A rendere possibile l’estensione dell’obbligo anche ai monopattini è stata la revisione del 2023 sulla definizione di veicolo a motore: la vecchia formula “esclusivamente” a propulsione meccanica lascia spazio alla nuova dicitura “prevalentemente”, pensata proprio per includere bici a pedalata assistita e monopattini elettrici. Dalla stessa data entra in vigore anche il Codice delle assicurazioni private, con l’intervento del Fondo di garanzia per le vittime della strada nei casi previsti dalla legge, mentre restano valide le sanzioni già note per l’assenza del contrassegno identificativo, a partire da 400 euro, e per il mancato uso del casco obbligatorio, tra 50 e 200 euro.
Chi è tenuto ad assicurare il monopattino e le difficoltà nel reperire offerte adeguate.
La nuova disciplina coinvolge i monopattini a propulsione prevalentemente elettrica destinati alla circolazione su strada.
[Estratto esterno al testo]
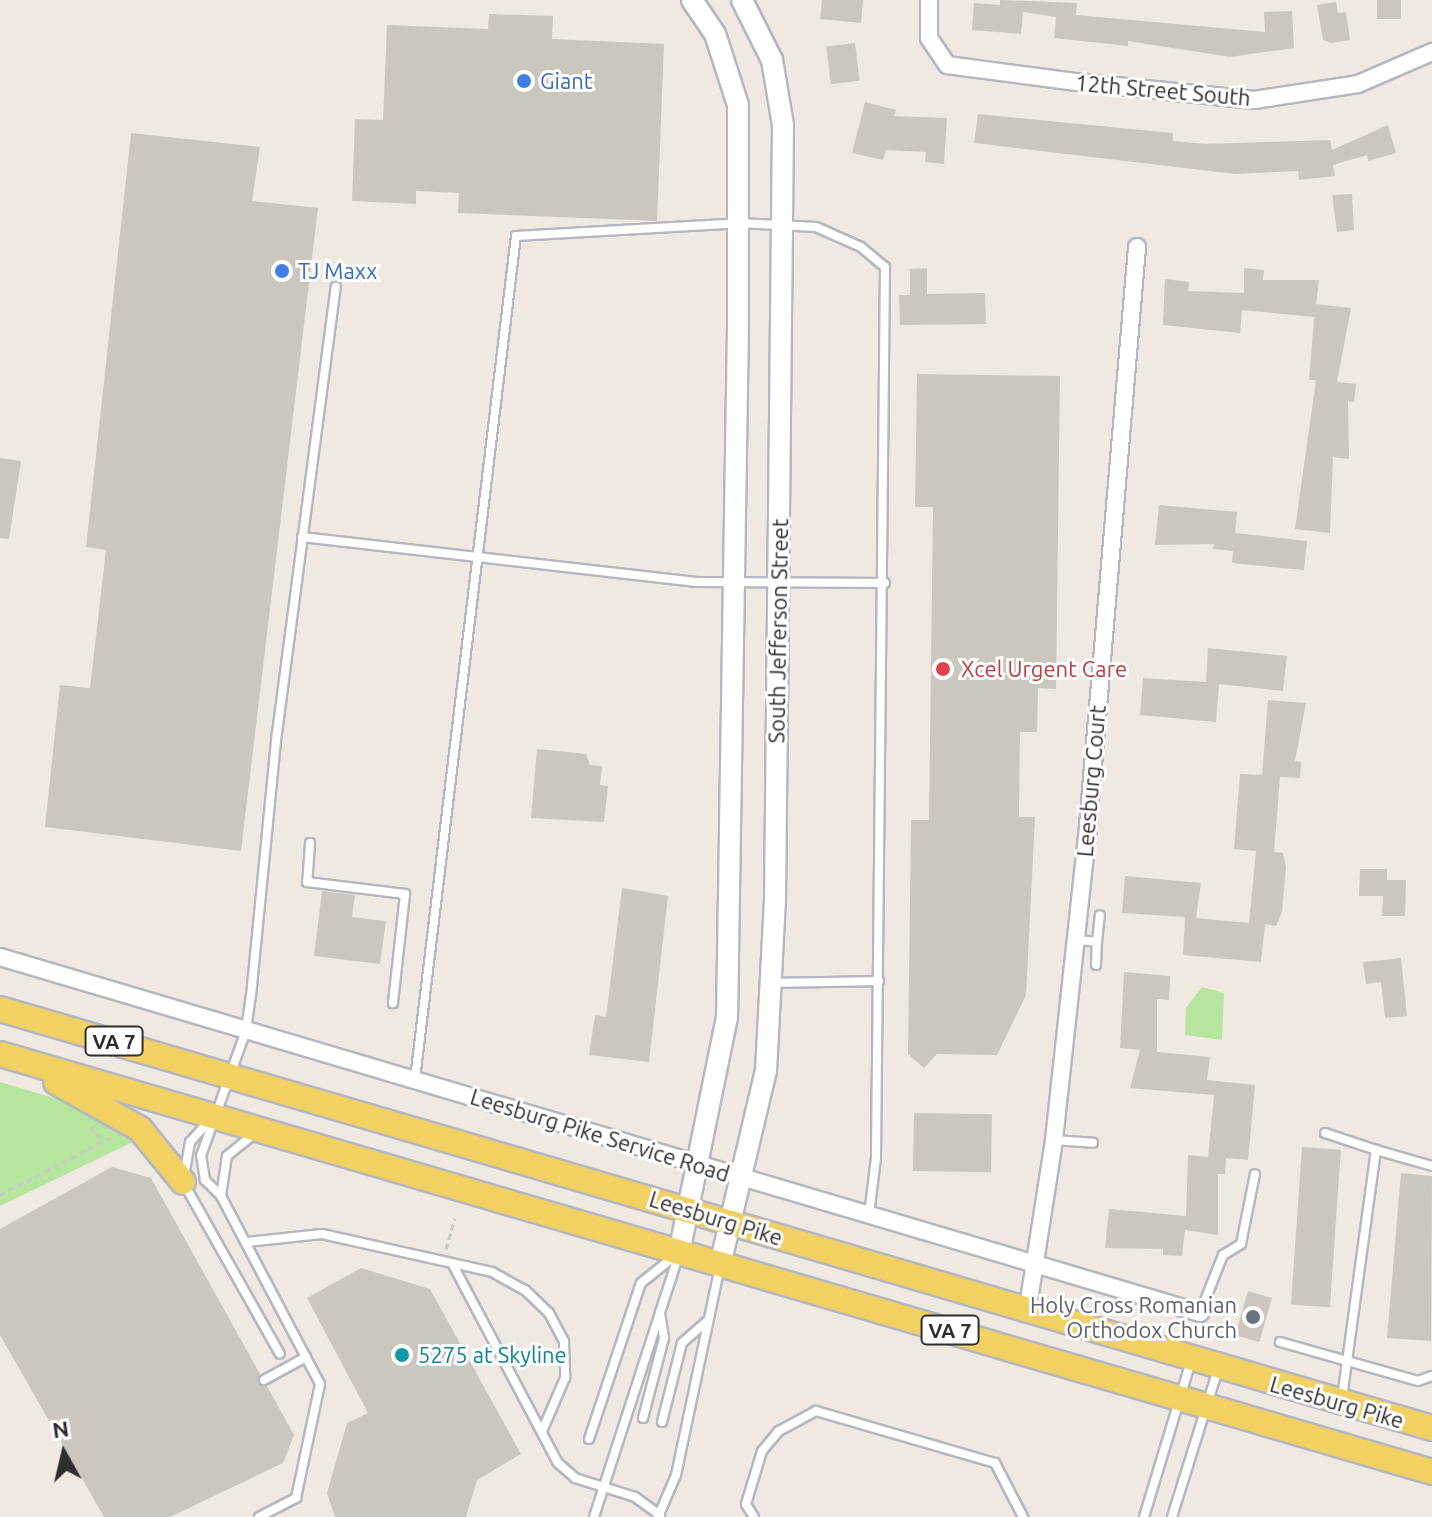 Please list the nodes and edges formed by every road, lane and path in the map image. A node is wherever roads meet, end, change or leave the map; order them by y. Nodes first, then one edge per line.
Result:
1 (692, 0) edge
2 (742, 0) edge
3 (929, 0) edge
4 (1432, 52) edge
5 (739, 223) junction
6 (784, 225) junction
7 (1137, 247) dead end
8 (336, 287) dead end
9 (302, 537) junction
10 (480, 557) junction
11 (734, 580) junction
12 (780, 582) junction
13 (885, 583) junction
14 (310, 843) dead end
15 (1100, 915) dead end
16 (1076, 940) junction
17 (1097, 942) junction
18 (0, 957) edge
19 (1096, 965) dead end
20 (879, 981) junction
21 (773, 983) junction
22 (393, 1003) dead end
23 (0, 1009) edge
24 (246, 1030) junction
25 (4, 1056) edge
26 (227, 1077) junction
27 (415, 1080) junction
28 (212, 1117) junction
29 (259, 1130) junction
30 (1325, 1133) dead end
31 (123, 1134) dead end
32 (1054, 1140) junction
33 (1093, 1143) dead end
34 (1376, 1150) junction
35 (699, 1164) junction
36 (1432, 1166) edge
37 (1255, 1174) dead end
38 (742, 1177) junction
39 (183, 1182) junction
40 (0, 1195) edge
41 (221, 1196) junction
42 (688, 1208) junction
43 (869, 1215) junction
44 (455, 1218) dead end
45 (730, 1222) junction
46 (247, 1242) junction
47 (445, 1253) dead end
48 (679, 1253) junction
49 (1037, 1264) junction
50 (453, 1265) junction
51 (720, 1265) junction
52 (660, 1311) junction
53 (1027, 1313) junction
54 (1200, 1313) joint
55 (708, 1321) junction
56 (1280, 1342) dead end
57 (280, 1354) dead end
58 (306, 1357) junction
59 (1349, 1360) junction
60 (1191, 1361) junction
61 (1218, 1369) junction
62 (1432, 1376) edge
63 (264, 1380) dead end
64 (1180, 1397) junction
65 (1341, 1403) junction
66 (1207, 1405) junction
67 (643, 1418) dead end
68 (662, 1422) dead end
69 (1432, 1428) edge
70 (543, 1429) junction
71 (589, 1439) dead end
72 (1390, 1460) junction
73 (1432, 1472) edge
74 (1432, 1479) edge
75 (602, 1482) junction
76 (659, 1516) edge
77 (259, 1517) edge
78 (594, 1517) edge
79 (754, 1517) edge
80 (1023, 1517) edge
81 (1144, 1517) edge
82 (1172, 1517) edge

1 - 5 street, South Jefferson Street
2 - 6 street, South Jefferson Street
3 - 4 street, 12th Street South
5 - 6 lane
5 - 10 lane
5 - 11 street, South Jefferson Street
6 - 12 street, South Jefferson Street
6 - 13 lane
7 - 16 street, Leesburg Court
8 - 9 lane
9 - 10 lane
9 - 24 lane
10 - 11 lane
10 - 27 lane
11 - 12 lane
11 - 35 street, South Jefferson Street
12 - 13 lane
12 - 21 street, South Jefferson Street
13 - 20 lane
14 - 22 lane
15 - 17 lane
16 - 17 lane
16 - 32 street, Leesburg Court
17 - 19 lane
18 - 24 street, Leesburg Pike Service Road
20 - 21 lane
20 - 43 lane
21 - 38 street, South Jefferson Street
23 - 26 main road, Leesburg Pike / VA 7
24 - 26 lane
24 - 27 street, Leesburg Pike Service Road
25 - 28 main road, Leesburg Pike / VA 7
25 - 39 main road
26 - 28 lane
26 - 42 main road, Leesburg Pike / VA 7
27 - 35 street, Leesburg Pike Service Road
28 - 29 main road, Leesburg Pike / VA 7
28 - 39 lane
28 - 41 lane
29 - 41 lane
29 - 48 main road, Leesburg Pike / VA 7
30 - 34 lane
31 - 40 path
32 - 33 lane
32 - 49 street, Leesburg Court
34 - 36 lane
34 - 59 lane
35 - 38 street, Leesburg Pike Service Road
35 - 42 street, South Jefferson Street
37 - 54 lane
38 - 43 street, Leesburg Pike Service Road
38 - 45 street, South Jefferson Street
39 - 57 lane
41 - 46 lane
42 - 45 main road, Leesburg Pike / VA 7
42 - 48 street, South Jefferson Street
43 - 49 street, Leesburg Pike Service Road
44 - 47 path
45 - 51 street, South Jefferson Street
45 - 53 main road, Leesburg Pike / VA 7
46 - 50 lane
46 - 58 lane
48 - 51 main road, Leesburg Pike / VA 7
48 - 52 lane
48 - 71 lane
49 - 53 street, Leesburg Court
49 - 54 street, Leesburg Pike Service Road
50 - 70 lane
50 - 70 lane
51 - 55 lane
51 - 64 main road, Leesburg Pike / VA 7
52 - 67 lane
52 - 75 lane
53 - 60 main road, Leesburg Pike / VA 7
55 - 68 lane
55 - 76 lane
56 - 59 lane
58 - 63 lane
58 - 77 lane
59 - 62 lane
59 - 65 lane
60 - 61 main road, Leesburg Pike / VA 7
60 - 64 lane
61 - 65 main road, Leesburg Pike / VA 7
61 - 66 lane
64 - 66 main road, Leesburg Pike / VA 7
64 - 81 lane
65 - 69 main road, Leesburg Pike / VA 7
66 - 72 main road, Leesburg Pike / VA 7
66 - 82 lane
70 - 75 lane
72 - 73 main road, Leesburg Pike / VA 7
72 - 74 main road
75 - 76 lane
75 - 78 lane
79 - 80 lane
I proprietari sono tenuti a stipulare una polizza di responsabilità civile verso terzi, con finalità analoghe a quella richiesta per gli altri veicoli, allo scopo di garantire il risarcimento di eventuali danni causati a persone o cose durante l’utilizzo del mezzo.
Proprio l’offerta commerciale genera oggi le maggiori difficoltà. Numerosi utenti segnalano problemi nel trovare prodotti dedicati, mentre alcune compagnie hanno reso disponibili i preventivi solo a ridosso della scadenza. Online si trovano ancora polizze da 35 a 55 euro l’anno, cifre riferite però alla vecchia copertura per la micromobilità e non alla nuova RCA richiesta dalla legge.
La differenza tra la responsabilità civile generica e la polizza RCA riservata ai veicoli a motore.
Per capire perché le vecchie coperture non bastano più occorre distinguere due prodotti assicurativi. L’obbligo introdotto riguarda un’assicurazione per veicoli circolanti, dunque una RCA (Responsabilità Civile Auto), categoria distinta dalla più generica RC, applicabile a persone o cose senza legami diretti con i veicoli a motore.
Fino a ieri i proprietari di monopattini potevano affidarsi a due strumenti: le assicurazioni familiari, in grado di coprire danni generici, oppure polizze specifiche pensate per la micromobilità urbana. Nessuna delle due soluzioni risulta più sufficiente da oggi, poiché la normativa richiede una copertura equiparabile a quella prevista per gli altri veicoli a motore.
I motivi del rinvio al 16 luglio e le regole già operative da alcune settimane.
Il nuovo obbligo avrebbe dovuto scattare mesi prima. La decorrenza era fissata inizialmente a maggio, insieme alle altre novità del nuovo Codice della strada, argomento discusso fin dal 2023. Su richiesta dell’ANIA, i Ministeri delle Imprese e del Made in Italy e delle Infrastrutture e dei Trasporti hanno concesso alle compagnie assicurative un periodo supplementare, con l’avvio spostato al 16 luglio per permettere l’adeguamento dei sistemi informatici e la predisposizione delle nuove polizze.
Diversamente dall’assicurazione, l’obbligo del contrassegno identificativo, il cosiddetto “targhino”, risulta già operativo da alcune settimane. Si tratta di due misure distinte, introdotte in momenti separati ma legate allo stesso pacchetto normativo dedicato alla sicurezza dei monopattini elettrici.